**Task**
The listing beneath should be written out in full, exactly as shown.

**Supplied entries**
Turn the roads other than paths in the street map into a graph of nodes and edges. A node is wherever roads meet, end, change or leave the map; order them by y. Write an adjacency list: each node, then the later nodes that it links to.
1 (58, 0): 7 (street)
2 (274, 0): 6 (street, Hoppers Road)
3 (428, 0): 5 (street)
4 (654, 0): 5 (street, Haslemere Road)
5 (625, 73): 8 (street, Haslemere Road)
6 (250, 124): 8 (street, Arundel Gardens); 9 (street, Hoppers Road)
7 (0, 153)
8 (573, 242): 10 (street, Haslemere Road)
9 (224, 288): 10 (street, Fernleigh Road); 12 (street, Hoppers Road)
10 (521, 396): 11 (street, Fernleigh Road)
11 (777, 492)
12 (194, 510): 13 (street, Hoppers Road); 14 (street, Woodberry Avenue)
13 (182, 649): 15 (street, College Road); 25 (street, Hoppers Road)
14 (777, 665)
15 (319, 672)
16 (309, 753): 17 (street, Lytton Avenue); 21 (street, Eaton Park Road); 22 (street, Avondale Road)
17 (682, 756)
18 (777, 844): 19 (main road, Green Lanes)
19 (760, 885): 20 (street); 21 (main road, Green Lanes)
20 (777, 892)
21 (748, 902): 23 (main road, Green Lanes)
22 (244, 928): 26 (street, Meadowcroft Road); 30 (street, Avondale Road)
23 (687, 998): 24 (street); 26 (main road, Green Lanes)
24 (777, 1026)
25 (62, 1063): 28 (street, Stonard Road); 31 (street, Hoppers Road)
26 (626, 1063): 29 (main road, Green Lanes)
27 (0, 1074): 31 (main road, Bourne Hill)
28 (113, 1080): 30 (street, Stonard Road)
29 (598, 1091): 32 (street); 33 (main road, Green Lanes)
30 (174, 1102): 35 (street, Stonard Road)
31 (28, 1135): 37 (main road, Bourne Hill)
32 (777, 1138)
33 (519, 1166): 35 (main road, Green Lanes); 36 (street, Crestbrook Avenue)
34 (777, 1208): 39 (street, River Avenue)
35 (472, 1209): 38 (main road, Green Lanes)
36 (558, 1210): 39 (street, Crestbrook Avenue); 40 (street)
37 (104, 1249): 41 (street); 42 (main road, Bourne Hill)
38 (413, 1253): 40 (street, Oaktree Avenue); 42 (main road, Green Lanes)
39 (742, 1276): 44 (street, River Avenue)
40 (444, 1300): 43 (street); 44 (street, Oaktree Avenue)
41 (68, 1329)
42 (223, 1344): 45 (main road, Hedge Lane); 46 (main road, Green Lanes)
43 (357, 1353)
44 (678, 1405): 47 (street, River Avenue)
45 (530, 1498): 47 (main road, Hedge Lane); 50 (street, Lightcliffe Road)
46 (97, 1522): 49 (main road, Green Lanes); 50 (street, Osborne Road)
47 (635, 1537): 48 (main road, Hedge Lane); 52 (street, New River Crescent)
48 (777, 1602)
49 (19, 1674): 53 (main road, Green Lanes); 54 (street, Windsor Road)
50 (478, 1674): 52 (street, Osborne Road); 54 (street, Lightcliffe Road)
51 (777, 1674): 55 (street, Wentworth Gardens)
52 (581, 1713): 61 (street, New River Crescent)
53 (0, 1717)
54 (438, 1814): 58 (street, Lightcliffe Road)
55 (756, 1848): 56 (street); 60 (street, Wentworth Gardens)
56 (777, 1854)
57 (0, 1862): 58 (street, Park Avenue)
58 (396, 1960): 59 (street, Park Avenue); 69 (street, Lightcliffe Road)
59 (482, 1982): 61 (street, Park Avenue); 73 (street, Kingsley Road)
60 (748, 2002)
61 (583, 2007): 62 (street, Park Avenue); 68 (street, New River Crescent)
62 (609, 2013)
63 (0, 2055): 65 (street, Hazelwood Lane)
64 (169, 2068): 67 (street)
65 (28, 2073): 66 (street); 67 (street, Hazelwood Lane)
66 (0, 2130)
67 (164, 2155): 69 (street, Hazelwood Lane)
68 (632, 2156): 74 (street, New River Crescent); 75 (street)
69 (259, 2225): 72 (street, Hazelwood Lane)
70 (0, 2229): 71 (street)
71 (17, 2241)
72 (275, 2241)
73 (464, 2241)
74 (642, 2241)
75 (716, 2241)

**Problem solution**
Turn the roads other than paths in the street map into a graph of nodes and edges. A node is wherever roads meet, end, change or leave the map; order them by y. Write an adjacency list: each node, then the later nodes that it links to.
1 (58, 0): 7 (street)
2 (274, 0): 6 (street, Hoppers Road)
3 (428, 0): 5 (street)
4 (654, 0): 5 (street, Haslemere Road)
5 (625, 73): 8 (street, Haslemere Road)
6 (250, 124): 8 (street, Arundel Gardens); 9 (street, Hoppers Road)
7 (0, 153)
8 (573, 242): 10 (street, Haslemere Road)
9 (224, 288): 10 (street, Fernleigh Road); 12 (street, Hoppers Road)
10 (521, 396): 11 (street, Fernleigh Road)
11 (777, 492)
12 (194, 510): 13 (street, Hoppers Road); 14 (street, Woodberry Avenue)
13 (182, 649): 15 (street, College Road); 25 (street, Hoppers Road)
14 (777, 665)
15 (319, 672)
16 (309, 753): 17 (street, Lytton Avenue); 21 (street, Eaton Park Road); 22 (street, Avondale Road)
17 (682, 756)
18 (777, 844): 19 (main road, Green Lanes)
19 (760, 885): 20 (street); 21 (main road, Green Lanes)
20 (777, 892)
21 (748, 902): 23 (main road, Green Lanes)
22 (244, 928): 26 (street, Meadowcroft Road); 30 (street, Avondale Road)
23 (687, 998): 24 (street); 26 (main road, Green Lanes)
24 (777, 1026)
25 (62, 1063): 28 (street, Stonard Road); 31 (street, Hoppers Road)
26 (626, 1063): 29 (main road, Green Lanes)
27 (0, 1074): 31 (main road, Bourne Hill)
28 (113, 1080): 30 (street, Stonard Road)
29 (598, 1091): 32 (street); 33 (main road, Green Lanes)
30 (174, 1102): 35 (street, Stonard Road)
31 (28, 1135): 37 (main road, Bourne Hill)
32 (777, 1138)
33 (519, 1166): 35 (main road, Green Lanes); 36 (street, Crestbrook Avenue)
34 (777, 1208): 39 (street, River Avenue)
35 (472, 1209): 38 (main road, Green Lanes)
36 (558, 1210): 39 (street, Crestbrook Avenue); 40 (street)
37 (104, 1249): 41 (street); 42 (main road, Bourne Hill)
38 (413, 1253): 40 (street, Oaktree Avenue); 42 (main road, Green Lanes)
39 (742, 1276): 44 (street, River Avenue)
40 (444, 1300): 43 (street); 44 (street, Oaktree Avenue)
41 (68, 1329)
42 (223, 1344): 45 (main road, Hedge Lane); 46 (main road, Green Lanes)
43 (357, 1353)
44 (678, 1405): 47 (street, River Avenue)
45 (530, 1498): 47 (main road, Hedge Lane); 50 (street, Lightcliffe Road)
46 (97, 1522): 49 (main road, Green Lanes); 50 (street, Osborne Road)
47 (635, 1537): 48 (main road, Hedge Lane); 52 (street, New River Crescent)
48 (777, 1602)
49 (19, 1674): 53 (main road, Green Lanes); 54 (street, Windsor Road)
50 (478, 1674): 52 (street, Osborne Road); 54 (street, Lightcliffe Road)
51 (777, 1674): 55 (street, Wentworth Gardens)
52 (581, 1713): 61 (street, New River Crescent)
53 (0, 1717)
54 (438, 1814): 58 (street, Lightcliffe Road)
55 (756, 1848): 56 (street); 60 (street, Wentworth Gardens)
56 (777, 1854)
57 (0, 1862): 58 (street, Park Avenue)
58 (396, 1960): 59 (street, Park Avenue); 69 (street, Lightcliffe Road)
59 (482, 1982): 61 (street, Park Avenue); 73 (street, Kingsley Road)
60 (748, 2002)
61 (583, 2007): 62 (street, Park Avenue); 68 (street, New River Crescent)
62 (609, 2013)
63 (0, 2055): 65 (street, Hazelwood Lane)
64 (169, 2068): 67 (street)
65 (28, 2073): 66 (street); 67 (street, Hazelwood Lane)
66 (0, 2130)
67 (164, 2155): 69 (street, Hazelwood Lane)
68 (632, 2156): 74 (street, New River Crescent); 75 (street)
69 (259, 2225): 72 (street, Hazelwood Lane)
70 (0, 2229): 71 (street)
71 (17, 2241)
72 (275, 2241)
73 (464, 2241)
74 (642, 2241)
75 (716, 2241)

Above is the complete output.